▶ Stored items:

※

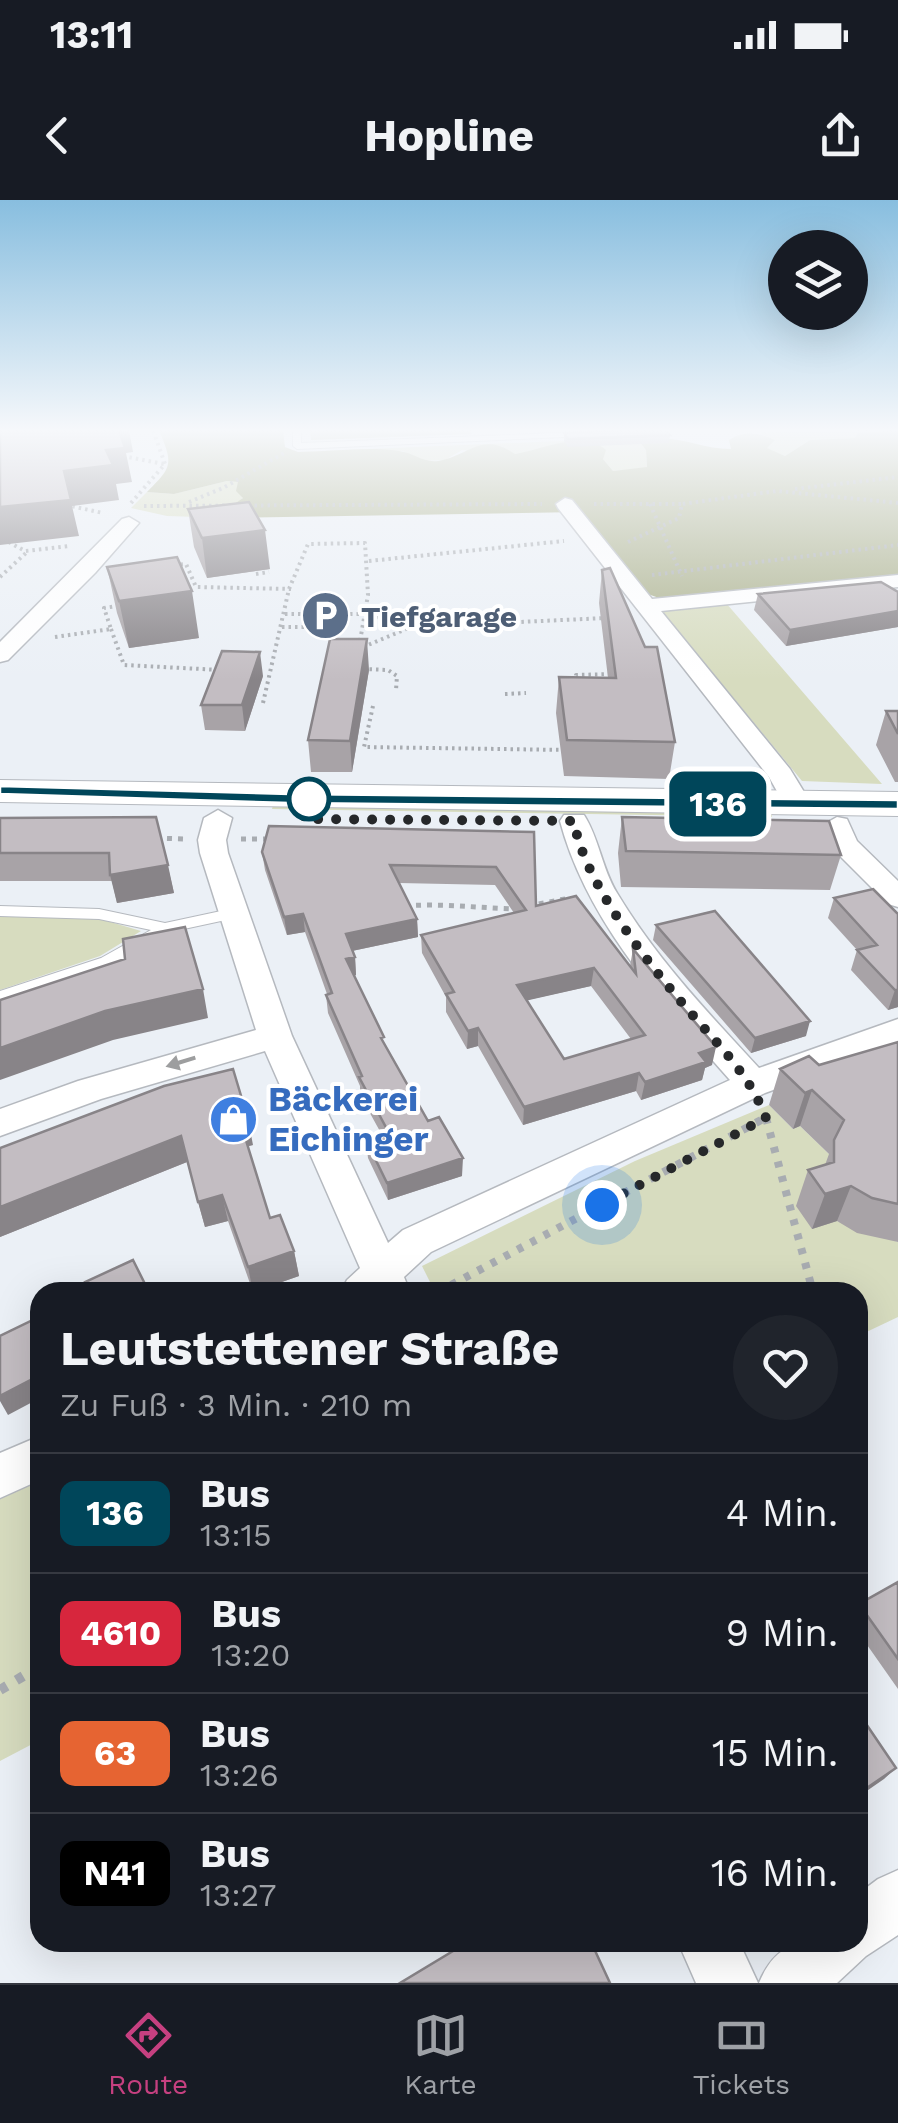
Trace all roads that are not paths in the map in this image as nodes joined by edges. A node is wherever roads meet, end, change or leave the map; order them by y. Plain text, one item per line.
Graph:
1 (572, 513) edge
2 (129, 522) road end
3 (898, 581) edge
4 (647, 610) junction
5 (0, 655) edge
6 (0, 791) edge
7 (898, 804) edge
8 (798, 805) junction
9 (0, 814) edge
10 (574, 821) junction
11 (898, 824) edge
12 (837, 825) junction
13 (215, 828) junction
14 (898, 898) edge
15 (0, 912) edge
16 (234, 913) junction
17 (166, 928) junction
18 (0, 997) edge
19 (898, 1031) edge
20 (275, 1036) junction
21 (760, 1101) junction
22 (0, 1123) edge
23 (376, 1282) edge
24 (381, 1282) edge
25 (30, 1462) edge
26 (0, 1476) edge
27 (898, 1899) edge
28 (868, 1922) edge
29 (712, 1952) edge
30 (829, 1952) edge
31 (728, 1983) edge
32 (789, 1983) edge

1 - 4 street
2 - 5 street
3 - 4 street
4 - 8 street
6 - 8 main road
7 - 8 main road
9 - 13 main road
10 - 12 main road
10 - 13 main road
10 - 21 street
11 - 12 main road
12 - 14 street
13 - 16 street
15 - 17 lane
16 - 17 lane
16 - 20 street
17 - 18 lane
19 - 21 street
20 -> 22 street
20 - 23 street
21 - 24 street
25 - 26 street
27 - 28 street
29 - 31 street
30 - 32 street

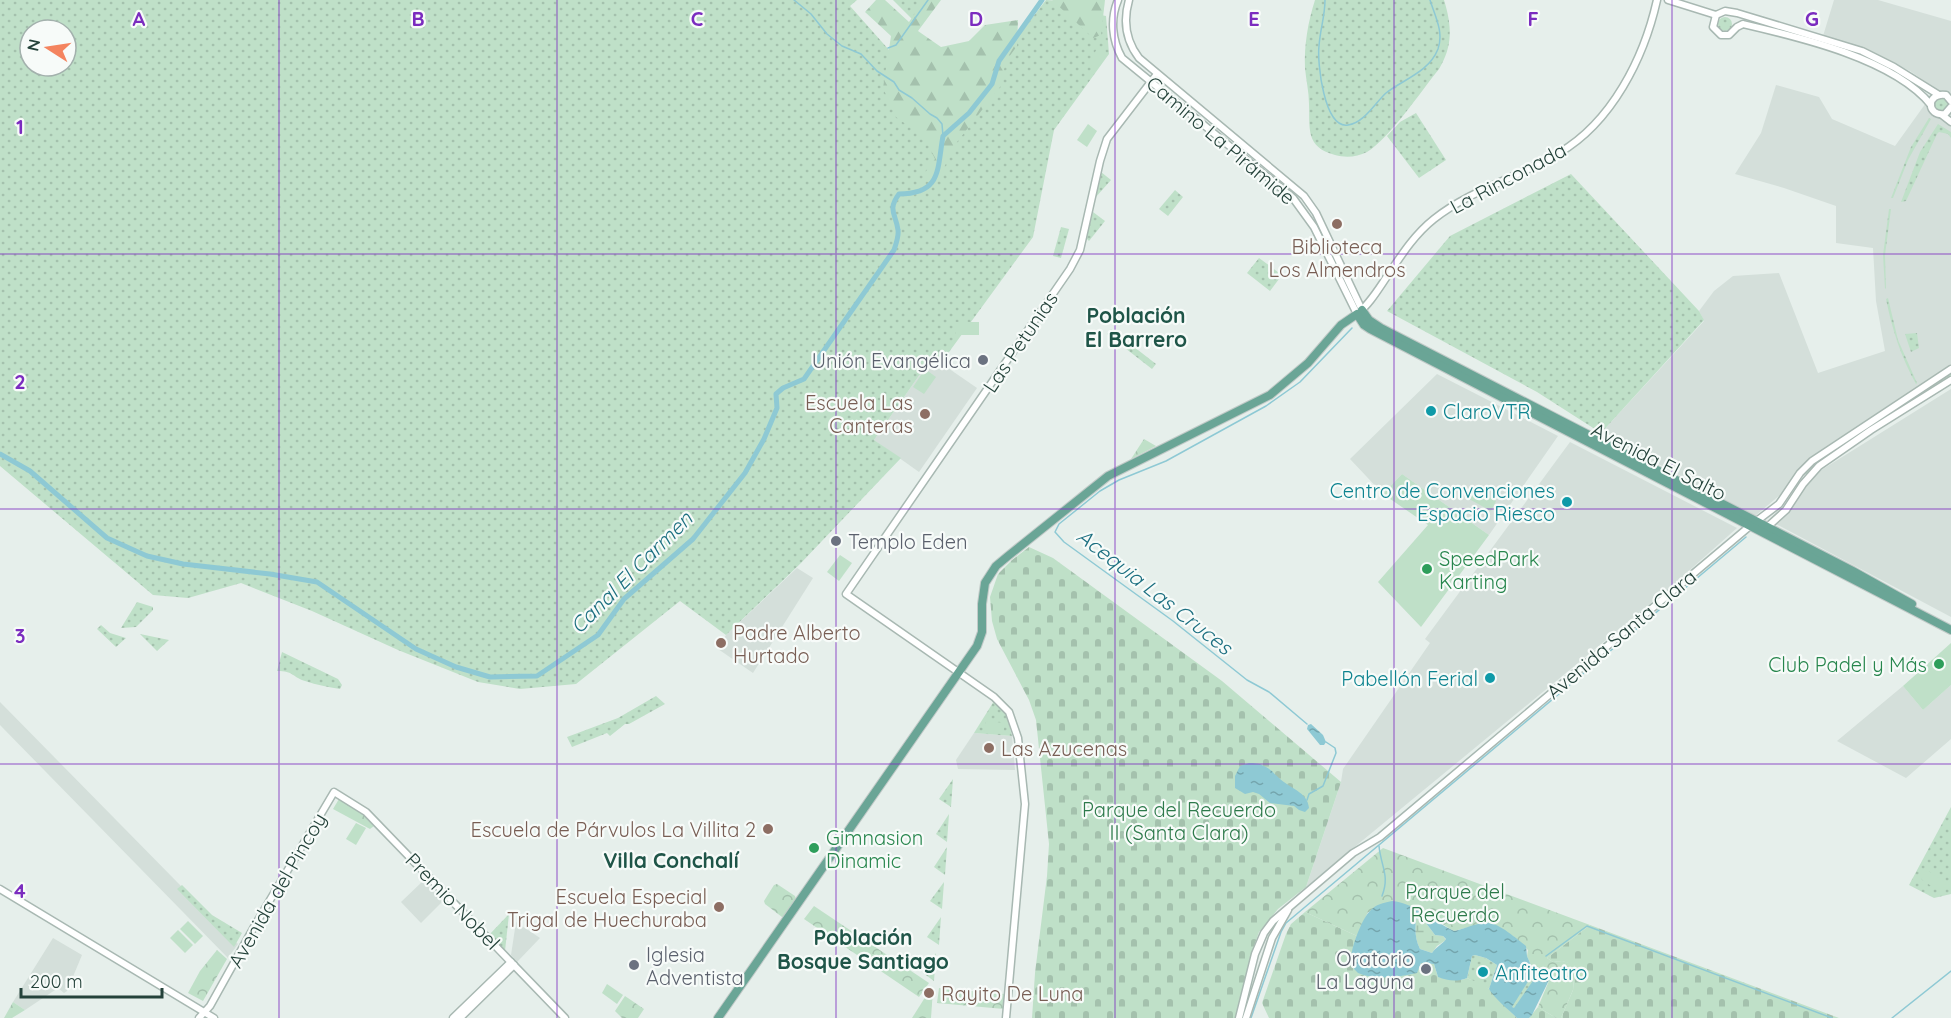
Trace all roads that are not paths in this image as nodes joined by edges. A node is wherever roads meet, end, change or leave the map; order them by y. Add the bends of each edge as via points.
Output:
1 (1118, 0) edge
2 (1129, 0) edge
3 (1657, 0) edge
4 (1668, 0) edge
5 (1729, 11) junction
6 (1716, 15) junction
7 (1737, 27) junction
8 (1127, 32) junction
9 (1114, 34) junction
10 (1157, 74) junction
11 (1151, 82) junction
12 (1939, 95) junction
13 (1951, 101) edge
14 (1931, 105) junction
15 (1951, 108) edge
16 (1942, 115) junction
17 (1951, 122) edge
18 (1359, 312) junction
19 (1951, 369) edge
20 (1951, 380) edge
21 (1754, 524) junction
22 (1765, 530) junction
23 (1951, 625) edge
24 (1951, 630) edge
25 (958, 673) junction
26 (334, 792) joint
27 (0, 889) edge
28 (1292, 904) junction
29 (1257, 949) junction
30 (1267, 954) junction
31 (512, 964) junction
32 (205, 1012) junction
33 (199, 1018) edge
34 (214, 1018) edge
35 (453, 1018) edge
36 (460, 1018) edge
37 (565, 1018) edge
38 (718, 1018) edge
39 (1006, 1018) edge
40 (1239, 1018) edge
41 (1246, 1018) edge

1 - 9 street, Camino La Pirámide
2 - 8 street
3 - 18 street, La Rinconada via 1640,53 1596,124 1559,153 1466,197 1434,219 1414,238
4 - 6 street
5 - 6 street
5 - 7 street via 1735,16
5 - 12 street via 1862,51
6 - 7 street via 1713,23 1718,33 1729,35
7 - 14 street via 1743,24 1768,30 1858,58 1902,79
8 - 9 street via 1118,30
8 - 10 street, Camino La Pirámide via 1136,54
9 - 11 street, Camino La Pirámide via 1122,58
10 - 11 street, Las Petunias
10 - 18 street, Camino La Pirámide via 1304,196 1316,213
11 - 18 street, Camino La Pirámide via 1299,204
11 - 25 street, Las Petunias via 1107,139 1080,250 1073,263 846,594
12 - 13 street via 1946,95
12 - 14 street
14 - 16 street via 1933,111
15 - 16 street
16 - 17 street
18 - 21 main road, Avenida El Salto via 1370,329
18 - 25 main road via 1270,395 1103,479 996,566 986,583 982,632
19 - 21 street, Avenida Santa Clara via 1812,461 1779,504
20 - 22 street via 1819,466 1786,510
21 - 22 main road, Avenida El Salto
21 - 28 street, Avenida Santa Clara via 1380,837 1353,853
22 - 23 main road, Avenida El Salto
22 - 24 main road, Avenida El Salto
25 - 38 main road
25 - 39 street via 1005,706 1018,738 1025,804
26 - 31 street, Premio Nobel via 364,810
26 - 32 street, Avenida del Pincoy
27 - 32 street
28 - 29 street, Avenida Santa Clara via 1273,921
28 - 30 street, Avenida Santa Clara via 1278,925
29 - 30 street
29 - 40 street, Avenida Santa Clara
30 - 41 street, Avenida Santa Clara
31 - 35 street
31 - 36 street
31 - 37 street, Premio Nobel
32 - 33 street, Avenida del Pincoy
32 - 34 street

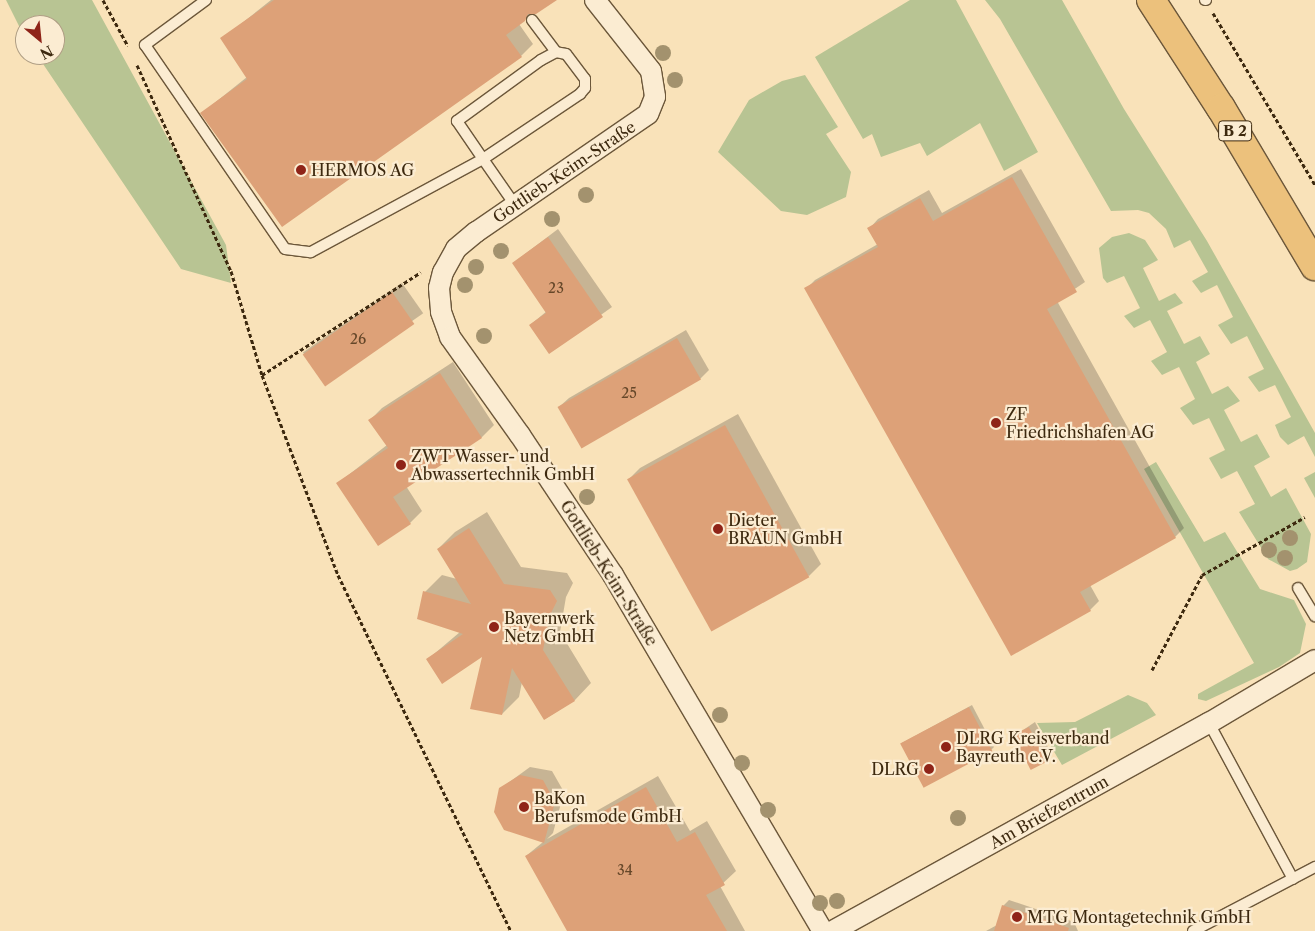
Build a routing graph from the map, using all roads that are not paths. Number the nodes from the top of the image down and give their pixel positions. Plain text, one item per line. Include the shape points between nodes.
1 (206, 0) edge
2 (595, 0) edge
3 (1151, 0) edge
4 (532, 20) dead end
5 (556, 52) junction
6 (483, 159) junction
7 (514, 205) junction
8 (1315, 266) edge
9 (1298, 588) dead end
10 (1315, 616) edge
11 (1315, 660) edge
12 (1209, 723) junction
13 (1315, 867) edge
14 (1293, 879) junction
15 (822, 931) edge
16 (833, 931) edge
17 (1193, 931) edge

1 - 6 lane via 145,45 285,249 311,252
2 - 7 street, Gottlieb-Keim-Straße via 651,71 655,97 648,114
3 - 8 main road, B 2 via 1221,108
4 - 5 lane
5 - 6 lane via 457,121
5 - 6 lane via 566,54 572,61 585,79 585,88
6 - 7 lane
7 - 15 street, Gottlieb-Keim-Straße via 456,250 443,272 439,288 441,312 450,337 613,575
9 - 10 lane
11 - 12 street, Am Briefzentrum
12 - 14 lane
12 - 16 street, Am Briefzentrum
13 - 14 lane
14 - 17 lane

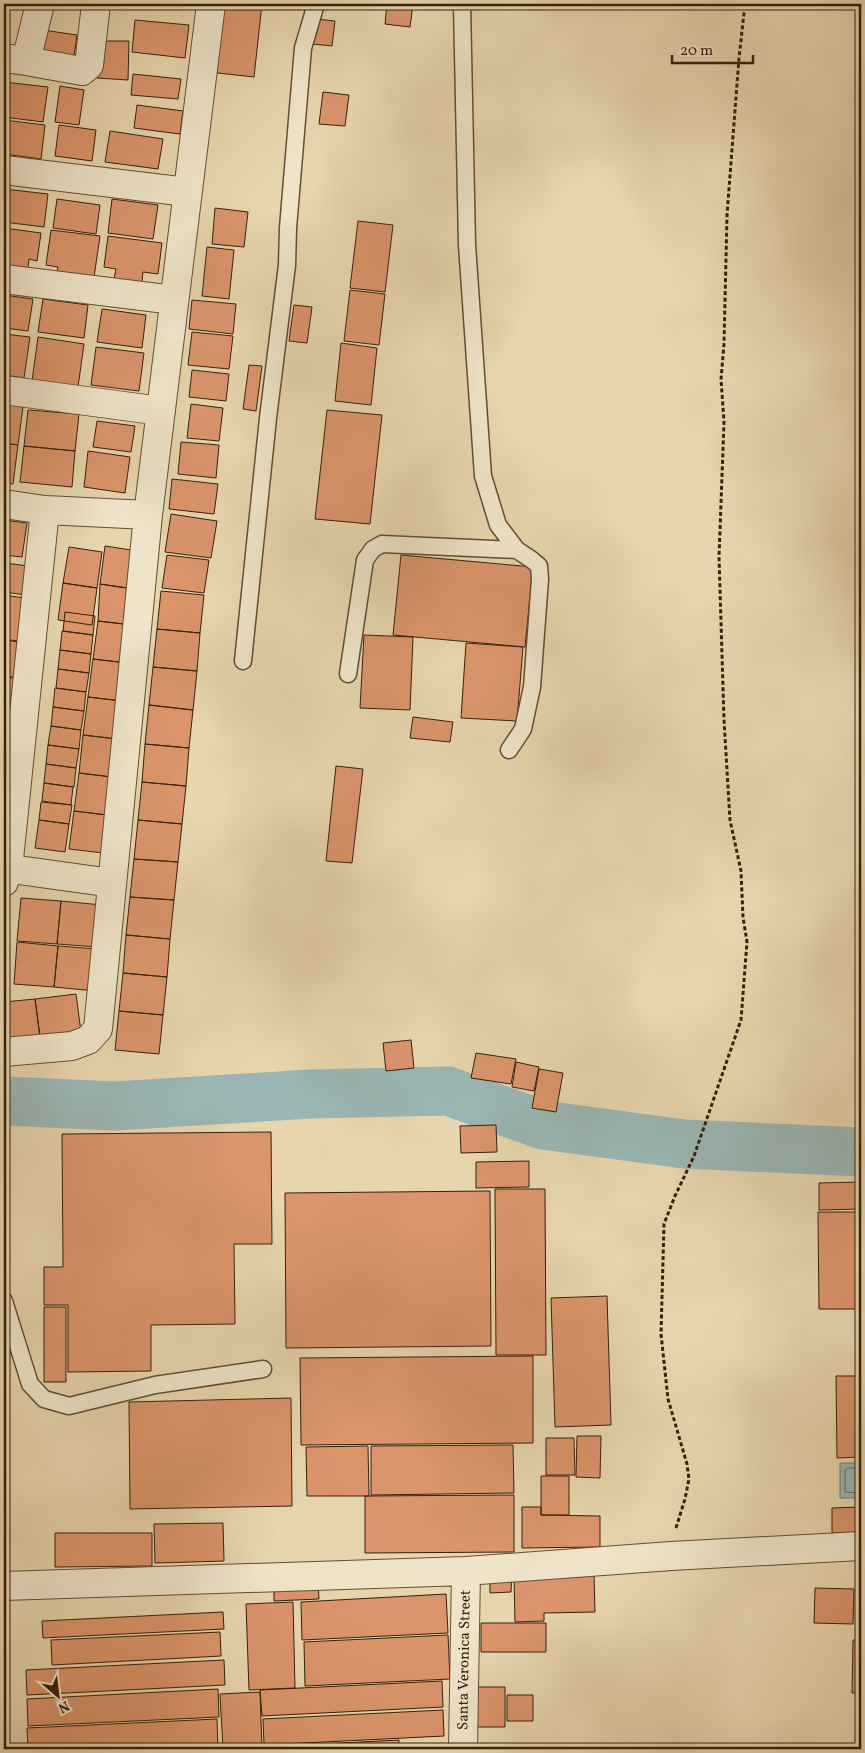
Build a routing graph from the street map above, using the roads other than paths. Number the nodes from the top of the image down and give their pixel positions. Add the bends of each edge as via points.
1 (40, 4) edge
2 (96, 4) edge
3 (211, 4) edge
4 (316, 4) edge
5 (462, 4) edge
6 (15, 59) edge
7 (4, 170) edge
8 (187, 192) junction
9 (4, 279) edge
10 (174, 300) junction
11 (4, 390) edge
12 (161, 411) junction
13 (4, 504) edge
14 (45, 510) junction
15 (148, 515) junction
16 (517, 550) junction
17 (244, 661) dead end
18 (348, 674) dead end
19 (509, 750) dead end
20 (5, 873) edge
21 (112, 883) junction
22 (4, 1052) edge
23 (4, 1301) edge
24 (264, 1369) dead end
25 (861, 1546) edge
26 (466, 1571) junction
27 (4, 1586) edge
28 (463, 1749) edge

1 - 6 street
2 - 6 street via 89,65 82,71
3 - 8 street
4 - 17 lane via 304,48 287,265
5 - 16 lane via 466,245 483,476 498,525
7 - 8 street
8 - 10 street
9 - 10 street
10 - 12 street
11 - 12 street
12 - 15 street
13 - 14 street
14 - 15 street
14 - 20 street
15 - 21 street
16 - 18 lane via 382,544 372,549 365,560
16 - 19 lane via 539,566 540,579 532,687 523,729
20 - 21 street
21 - 22 street via 98,1029 88,1040 72,1046
23 - 24 lane via 30,1384 44,1399 69,1406 155,1385
25 - 26 street
26 - 27 street
26 - 28 street, Santa Veronica Street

※

▶ DESCRIPTION OF THE TASK:
Check each line above for the word "positions", and copy the lines where it appears.

▶ EXERCISE OUTPUT:
Build a routing graph from the map, using all roads that are not paths. Number the nodes from the top of the image down and give their pixel positions. Plain text, one item per line. Include the shape points between nodes.
Build a routing graph from the street map above, using the roads other than paths. Number the nodes from the top of the image down and give their pixel positions. Add the bends of each edge as via points.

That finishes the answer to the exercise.